The Mudcat Café TM
Thread #45911   Message #3794988
Posted By: Teribus
12-Jun-16 - 03:55 AM
Thread Name: BS: Easter Rising - April 24-29, 1916
Subject: RE: BS: Easter Rising - April 24-29, 1916
From the link supplied by Jim in his last post:

Tierney believed that the very purpose of a free Irish state would be to forge an Ireland through education that linked the Gaelic state of the past to what he envisaged as the Christian state of the future.

Unfortunately for Tierney's beliefs there never was any such thing as a Gaelic State of the past

"Raised on songs and stories. Heroes of renown" – just about sums it up. And if you have been daft enough to swallow it, then learning the actual history of the place must come as one hell of a shock.

In his academic work, MacNeill identified the basis of the Irish nation in the remote Gaelic past. He showed that the Irish nation was an ancient historical entity whose formation could be traced back to the fifth century: 'the Irish people stand singular and eminent … from the fifth century forward, as the possessors of an intense national consciousness'

Any historian whose speciality is medieval history {The study of history from the 5th to the 15th centuries} could destroy MacNeill's notions in an instant and expose them as pure fairy tales.

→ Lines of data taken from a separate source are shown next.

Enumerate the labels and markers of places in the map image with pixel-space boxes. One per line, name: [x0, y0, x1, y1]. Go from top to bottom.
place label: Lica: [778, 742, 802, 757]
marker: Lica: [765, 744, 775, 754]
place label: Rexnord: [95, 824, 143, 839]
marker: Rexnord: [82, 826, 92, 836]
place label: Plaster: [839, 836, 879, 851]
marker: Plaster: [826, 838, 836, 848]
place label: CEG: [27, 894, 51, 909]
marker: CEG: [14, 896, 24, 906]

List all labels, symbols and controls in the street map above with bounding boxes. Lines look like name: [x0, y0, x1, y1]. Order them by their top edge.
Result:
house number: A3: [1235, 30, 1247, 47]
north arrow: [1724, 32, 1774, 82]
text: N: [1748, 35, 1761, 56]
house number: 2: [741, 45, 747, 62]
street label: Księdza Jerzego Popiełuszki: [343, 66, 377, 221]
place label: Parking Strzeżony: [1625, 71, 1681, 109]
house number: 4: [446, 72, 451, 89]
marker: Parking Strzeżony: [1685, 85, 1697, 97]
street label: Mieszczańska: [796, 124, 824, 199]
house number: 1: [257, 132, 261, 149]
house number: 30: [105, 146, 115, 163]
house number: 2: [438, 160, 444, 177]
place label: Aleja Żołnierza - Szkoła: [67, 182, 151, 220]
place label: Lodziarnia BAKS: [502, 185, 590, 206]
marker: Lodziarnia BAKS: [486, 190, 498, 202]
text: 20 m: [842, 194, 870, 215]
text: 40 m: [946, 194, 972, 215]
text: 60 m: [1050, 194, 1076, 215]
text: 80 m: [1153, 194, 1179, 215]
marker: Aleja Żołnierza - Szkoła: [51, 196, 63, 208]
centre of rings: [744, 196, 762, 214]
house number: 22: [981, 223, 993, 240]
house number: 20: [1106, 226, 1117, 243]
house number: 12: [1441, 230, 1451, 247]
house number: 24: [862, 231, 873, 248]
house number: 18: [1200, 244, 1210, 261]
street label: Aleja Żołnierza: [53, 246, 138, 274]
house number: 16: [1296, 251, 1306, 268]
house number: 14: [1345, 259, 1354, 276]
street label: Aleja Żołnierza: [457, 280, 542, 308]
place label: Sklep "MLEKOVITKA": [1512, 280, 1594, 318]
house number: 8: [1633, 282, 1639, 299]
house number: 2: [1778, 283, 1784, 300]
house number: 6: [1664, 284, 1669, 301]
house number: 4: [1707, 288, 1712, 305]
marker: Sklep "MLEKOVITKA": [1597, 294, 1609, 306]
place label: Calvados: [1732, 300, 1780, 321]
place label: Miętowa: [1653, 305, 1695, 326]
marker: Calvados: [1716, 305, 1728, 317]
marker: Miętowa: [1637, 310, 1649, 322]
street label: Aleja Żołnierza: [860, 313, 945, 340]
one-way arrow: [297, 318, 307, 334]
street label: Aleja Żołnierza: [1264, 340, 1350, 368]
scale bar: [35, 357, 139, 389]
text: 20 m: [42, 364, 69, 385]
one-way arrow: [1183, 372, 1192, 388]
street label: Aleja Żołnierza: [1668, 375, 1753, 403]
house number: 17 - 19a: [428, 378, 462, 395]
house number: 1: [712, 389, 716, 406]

In 1924, the orthodox Catholic Bulletin declared that 'The Irish nation is the Gaelic nation; its language and literature is the Gaelic language; its history is the history of the Gael. All other elements have no place

In terms of teaching anybody anything that is a ludicrously myopic, isolationist and retrograde point of view on which to build a system of education. The results of which have hardly been a success – if this system has been in place for 90 years how come only somewhere between 5% and 10% of Ireland's population use it?

"In the 2011 census for the Republic, 94,000 people reported using Irish as a daily language outside of the education system, and 1.3 million reported using it at least occasionally in or out of school. There are several thousand Irish speakers in Northern Ireland. It has been estimated that the active Irish-language scene probably comprises 5 to 10 per cent of Ireland's population.{Source: Romaine, Suzanne (2008), "Irish in a Global Context", in Caoilfhionn Nic Pháidín and Seán Ó Cearnaigh, A New View of the Irish Language, Dublin: Cois Life Teoranta, ISBN 978-1-901176-82-7 – Just in case Jim thought I'd made it up}

In Gaeltacht areas, however, there has been a general decline of the use of Irish. It has been predicted that, within 10 years, Irish will no longer be the primary language in any of the designated Gaeltacht areas {Source: "Ranafast Gaeltacht in Donegal fights Irish language decline – BBC News". Bbc.co.uk. 2015-08-13. Retrieved 2015-10-31.}

Wonder if non-Irish folks following this thread are aware of it but if you want any civil service or government job in the Republic you must be able to speak Gaelic. I once knocked round Lahinch golf course with an American who had employed one of the caddies, a youngster about 14 years old. Through the summer he'd been making money at the club hand over fist but he told us that all that was about to come to an end because he had to go off to summer school for intensive Gaelic instruction as that would open up more employment options for him when it came time to leave school. He thought it a complete and utter waste of time and absolutely hated the idea of doing it.
   
Milne argued that the majority of Protestants in the Irish Free State had considered themselves Irish in imperial terms. In contrast with southern Catholic nationalists, southern Protestant unionists felt deeply the pressure of political change. Many schools under Protestant management did not subscribe to the Gaelicicising policies and the historical perspective of the new state. They had to bear the rigours of a state Gaelicisation policy, or else see their schools deprived of all public funding.

The will and choice of the people Jim, or simple big state bully-boy coercion?